EXERCISE INPUTS:
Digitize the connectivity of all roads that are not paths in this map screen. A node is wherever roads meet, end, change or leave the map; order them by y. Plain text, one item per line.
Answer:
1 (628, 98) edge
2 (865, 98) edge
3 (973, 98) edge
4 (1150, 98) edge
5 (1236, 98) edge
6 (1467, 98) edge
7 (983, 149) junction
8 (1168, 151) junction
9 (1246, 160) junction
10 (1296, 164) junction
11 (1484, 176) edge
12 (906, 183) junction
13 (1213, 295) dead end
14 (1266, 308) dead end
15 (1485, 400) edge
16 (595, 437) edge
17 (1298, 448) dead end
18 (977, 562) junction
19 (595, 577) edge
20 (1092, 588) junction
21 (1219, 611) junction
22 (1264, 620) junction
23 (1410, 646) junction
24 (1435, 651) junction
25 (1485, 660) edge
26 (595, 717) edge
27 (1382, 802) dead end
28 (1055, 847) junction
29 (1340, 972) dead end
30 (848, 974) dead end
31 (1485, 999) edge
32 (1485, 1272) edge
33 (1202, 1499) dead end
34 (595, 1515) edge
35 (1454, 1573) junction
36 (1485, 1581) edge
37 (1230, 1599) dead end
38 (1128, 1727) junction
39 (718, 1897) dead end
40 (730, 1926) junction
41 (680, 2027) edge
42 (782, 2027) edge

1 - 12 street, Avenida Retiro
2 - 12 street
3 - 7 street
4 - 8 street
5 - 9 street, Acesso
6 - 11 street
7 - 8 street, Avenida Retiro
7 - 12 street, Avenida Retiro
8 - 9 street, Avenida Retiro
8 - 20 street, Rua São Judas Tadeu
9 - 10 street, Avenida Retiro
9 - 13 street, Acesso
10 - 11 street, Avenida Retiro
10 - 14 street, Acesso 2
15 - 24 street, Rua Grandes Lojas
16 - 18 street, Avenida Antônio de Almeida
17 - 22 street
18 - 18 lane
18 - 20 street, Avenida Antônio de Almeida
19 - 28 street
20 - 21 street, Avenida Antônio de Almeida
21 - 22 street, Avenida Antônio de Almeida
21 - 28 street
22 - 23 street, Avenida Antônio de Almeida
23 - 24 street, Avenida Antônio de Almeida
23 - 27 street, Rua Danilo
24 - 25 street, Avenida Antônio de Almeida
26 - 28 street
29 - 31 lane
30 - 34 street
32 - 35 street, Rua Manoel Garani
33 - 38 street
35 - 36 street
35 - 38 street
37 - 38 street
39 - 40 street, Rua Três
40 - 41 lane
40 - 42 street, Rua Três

---

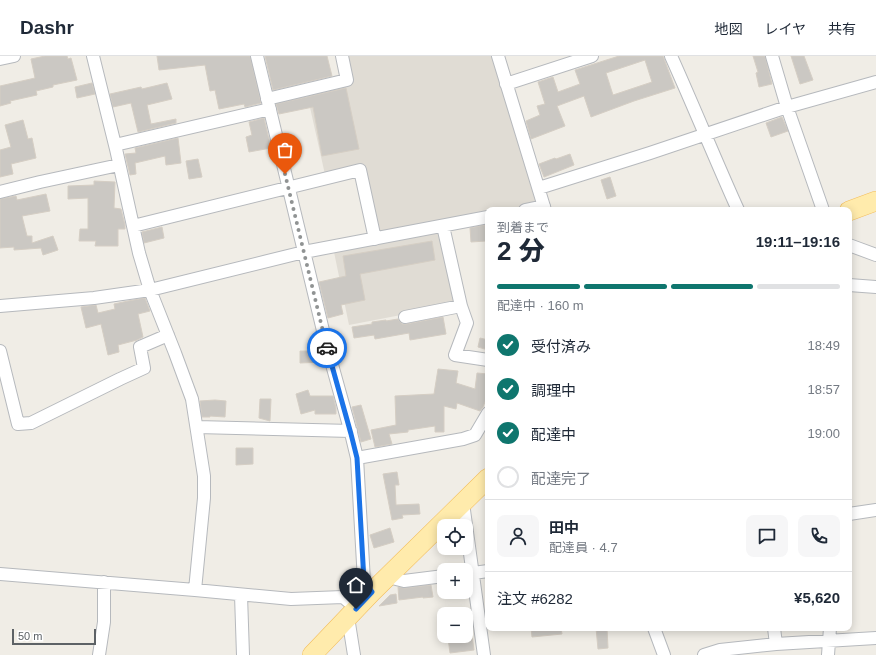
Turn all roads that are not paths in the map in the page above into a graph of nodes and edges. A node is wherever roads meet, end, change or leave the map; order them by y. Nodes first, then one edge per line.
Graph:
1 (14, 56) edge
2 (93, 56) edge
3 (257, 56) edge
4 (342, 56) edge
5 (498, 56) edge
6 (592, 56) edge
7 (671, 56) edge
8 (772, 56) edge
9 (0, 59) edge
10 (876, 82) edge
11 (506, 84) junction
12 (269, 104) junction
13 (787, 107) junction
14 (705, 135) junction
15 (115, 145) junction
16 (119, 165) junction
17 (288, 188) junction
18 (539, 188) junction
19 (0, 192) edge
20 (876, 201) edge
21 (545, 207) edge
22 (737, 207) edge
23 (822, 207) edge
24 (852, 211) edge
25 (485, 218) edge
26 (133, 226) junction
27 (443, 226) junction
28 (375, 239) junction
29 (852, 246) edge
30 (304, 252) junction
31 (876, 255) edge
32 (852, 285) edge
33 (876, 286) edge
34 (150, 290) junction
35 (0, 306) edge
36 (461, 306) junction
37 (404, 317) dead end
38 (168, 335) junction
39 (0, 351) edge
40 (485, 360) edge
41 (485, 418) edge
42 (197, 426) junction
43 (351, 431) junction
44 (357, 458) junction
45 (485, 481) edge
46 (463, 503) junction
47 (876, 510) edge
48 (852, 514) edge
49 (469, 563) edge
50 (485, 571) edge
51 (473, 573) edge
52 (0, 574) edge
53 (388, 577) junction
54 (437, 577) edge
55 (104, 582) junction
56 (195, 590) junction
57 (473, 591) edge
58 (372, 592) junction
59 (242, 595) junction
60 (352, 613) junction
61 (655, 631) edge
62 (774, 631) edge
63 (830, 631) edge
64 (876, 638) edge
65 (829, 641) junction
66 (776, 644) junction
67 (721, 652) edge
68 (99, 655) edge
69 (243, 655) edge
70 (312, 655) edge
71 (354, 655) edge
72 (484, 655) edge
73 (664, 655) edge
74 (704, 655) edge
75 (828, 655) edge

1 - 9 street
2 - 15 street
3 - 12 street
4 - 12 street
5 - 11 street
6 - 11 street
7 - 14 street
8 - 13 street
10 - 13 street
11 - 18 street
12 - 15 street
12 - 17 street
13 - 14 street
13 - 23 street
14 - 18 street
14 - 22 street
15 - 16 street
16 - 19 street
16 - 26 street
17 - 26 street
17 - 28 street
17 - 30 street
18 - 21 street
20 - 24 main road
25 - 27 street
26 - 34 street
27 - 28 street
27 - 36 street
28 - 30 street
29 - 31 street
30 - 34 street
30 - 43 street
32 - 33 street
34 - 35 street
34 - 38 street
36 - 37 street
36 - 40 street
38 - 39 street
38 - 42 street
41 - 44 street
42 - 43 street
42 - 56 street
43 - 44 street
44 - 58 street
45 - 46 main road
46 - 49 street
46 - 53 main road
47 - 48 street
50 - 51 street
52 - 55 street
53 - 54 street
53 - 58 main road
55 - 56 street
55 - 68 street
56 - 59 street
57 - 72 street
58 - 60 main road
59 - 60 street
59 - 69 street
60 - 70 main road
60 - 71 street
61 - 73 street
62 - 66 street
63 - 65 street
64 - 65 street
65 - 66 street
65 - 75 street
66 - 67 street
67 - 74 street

WORK INSTRUCTION: When a line of the material holds the string "Acesso", copy that line.

RESULT FOR THIS EXERCISE:
5 - 9 street, Acesso
9 - 13 street, Acesso
10 - 14 street, Acesso 2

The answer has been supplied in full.